TASK DETAILS
I would like the number of lines in the data that contain the word "than". Please give that number alone.

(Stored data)
◇ ◇ ◇ ◇ ◇ ◇ ◇
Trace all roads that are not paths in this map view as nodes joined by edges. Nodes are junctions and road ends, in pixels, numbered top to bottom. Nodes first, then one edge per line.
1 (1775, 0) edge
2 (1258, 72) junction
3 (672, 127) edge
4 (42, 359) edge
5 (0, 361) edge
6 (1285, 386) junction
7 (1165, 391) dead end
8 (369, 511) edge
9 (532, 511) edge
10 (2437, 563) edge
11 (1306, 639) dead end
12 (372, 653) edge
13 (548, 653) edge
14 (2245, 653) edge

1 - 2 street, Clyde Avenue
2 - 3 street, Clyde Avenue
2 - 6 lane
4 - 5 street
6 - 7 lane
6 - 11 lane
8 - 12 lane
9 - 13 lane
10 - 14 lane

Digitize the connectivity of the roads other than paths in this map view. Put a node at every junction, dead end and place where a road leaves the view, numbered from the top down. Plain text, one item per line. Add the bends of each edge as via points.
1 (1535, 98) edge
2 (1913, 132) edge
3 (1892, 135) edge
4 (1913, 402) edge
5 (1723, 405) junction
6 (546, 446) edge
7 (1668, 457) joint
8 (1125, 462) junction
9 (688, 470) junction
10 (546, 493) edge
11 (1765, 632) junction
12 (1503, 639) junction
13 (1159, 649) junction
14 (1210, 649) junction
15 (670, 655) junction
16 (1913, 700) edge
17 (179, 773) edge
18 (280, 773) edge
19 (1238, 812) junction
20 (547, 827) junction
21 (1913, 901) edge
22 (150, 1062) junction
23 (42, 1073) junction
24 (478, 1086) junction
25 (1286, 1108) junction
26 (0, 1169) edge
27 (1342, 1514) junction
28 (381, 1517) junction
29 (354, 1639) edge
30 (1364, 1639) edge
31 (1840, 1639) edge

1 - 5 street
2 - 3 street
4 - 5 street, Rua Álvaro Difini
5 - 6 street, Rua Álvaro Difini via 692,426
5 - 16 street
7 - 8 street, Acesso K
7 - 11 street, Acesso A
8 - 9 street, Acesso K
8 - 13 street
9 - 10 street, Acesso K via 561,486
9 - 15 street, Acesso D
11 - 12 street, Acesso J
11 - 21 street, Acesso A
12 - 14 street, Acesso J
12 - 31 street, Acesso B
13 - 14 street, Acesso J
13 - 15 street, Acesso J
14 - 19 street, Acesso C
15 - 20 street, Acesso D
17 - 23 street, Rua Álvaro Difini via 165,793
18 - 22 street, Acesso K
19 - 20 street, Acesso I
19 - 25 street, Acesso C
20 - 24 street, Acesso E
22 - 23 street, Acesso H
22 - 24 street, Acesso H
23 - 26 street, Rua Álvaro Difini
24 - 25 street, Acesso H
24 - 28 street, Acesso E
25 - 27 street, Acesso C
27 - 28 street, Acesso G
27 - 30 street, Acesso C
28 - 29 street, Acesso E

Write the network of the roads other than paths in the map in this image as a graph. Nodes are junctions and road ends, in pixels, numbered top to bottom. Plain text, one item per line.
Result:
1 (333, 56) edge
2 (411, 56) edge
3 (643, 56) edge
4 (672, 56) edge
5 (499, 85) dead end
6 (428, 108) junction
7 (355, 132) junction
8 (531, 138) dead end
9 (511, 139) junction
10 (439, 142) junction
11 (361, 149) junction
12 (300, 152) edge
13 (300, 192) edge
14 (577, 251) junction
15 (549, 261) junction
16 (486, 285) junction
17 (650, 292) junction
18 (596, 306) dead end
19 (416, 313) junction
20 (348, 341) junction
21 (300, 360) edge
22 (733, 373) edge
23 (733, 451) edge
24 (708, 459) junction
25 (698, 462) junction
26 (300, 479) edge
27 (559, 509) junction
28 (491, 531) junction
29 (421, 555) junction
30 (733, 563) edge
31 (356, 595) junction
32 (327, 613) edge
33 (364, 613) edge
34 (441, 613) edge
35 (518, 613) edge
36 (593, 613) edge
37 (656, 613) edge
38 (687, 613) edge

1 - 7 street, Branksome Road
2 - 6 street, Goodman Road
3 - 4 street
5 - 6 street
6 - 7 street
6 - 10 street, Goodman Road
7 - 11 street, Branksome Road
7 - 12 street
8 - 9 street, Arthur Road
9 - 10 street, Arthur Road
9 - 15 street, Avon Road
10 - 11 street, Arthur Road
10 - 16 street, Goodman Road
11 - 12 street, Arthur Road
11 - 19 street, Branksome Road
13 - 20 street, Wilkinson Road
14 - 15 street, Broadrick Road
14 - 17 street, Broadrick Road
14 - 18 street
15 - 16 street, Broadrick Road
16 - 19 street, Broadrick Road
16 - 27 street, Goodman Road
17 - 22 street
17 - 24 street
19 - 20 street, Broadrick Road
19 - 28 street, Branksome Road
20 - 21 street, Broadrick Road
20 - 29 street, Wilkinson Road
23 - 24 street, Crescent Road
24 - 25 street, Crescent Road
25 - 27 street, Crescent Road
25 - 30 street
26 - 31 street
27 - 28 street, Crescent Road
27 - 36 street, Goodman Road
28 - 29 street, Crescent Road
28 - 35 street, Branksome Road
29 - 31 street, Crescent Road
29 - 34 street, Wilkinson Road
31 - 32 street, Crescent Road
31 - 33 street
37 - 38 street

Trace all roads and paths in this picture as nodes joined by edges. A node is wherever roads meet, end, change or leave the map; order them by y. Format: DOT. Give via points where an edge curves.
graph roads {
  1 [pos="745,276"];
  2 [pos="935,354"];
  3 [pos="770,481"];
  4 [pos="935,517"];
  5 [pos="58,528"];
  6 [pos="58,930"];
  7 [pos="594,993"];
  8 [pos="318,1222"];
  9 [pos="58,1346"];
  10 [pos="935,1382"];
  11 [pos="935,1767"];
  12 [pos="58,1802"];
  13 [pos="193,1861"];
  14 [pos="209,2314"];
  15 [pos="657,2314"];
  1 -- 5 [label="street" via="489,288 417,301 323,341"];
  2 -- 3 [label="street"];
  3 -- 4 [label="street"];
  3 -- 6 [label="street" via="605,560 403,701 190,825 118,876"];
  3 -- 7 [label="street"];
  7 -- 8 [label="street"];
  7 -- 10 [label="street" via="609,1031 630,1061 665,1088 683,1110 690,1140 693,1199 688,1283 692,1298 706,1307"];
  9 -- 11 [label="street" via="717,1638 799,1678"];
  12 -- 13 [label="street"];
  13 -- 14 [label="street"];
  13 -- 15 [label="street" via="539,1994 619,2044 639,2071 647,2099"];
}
◇ ◇ ◇ ◇ ◇ ◇ ◇
WRITTEN ANSWER
2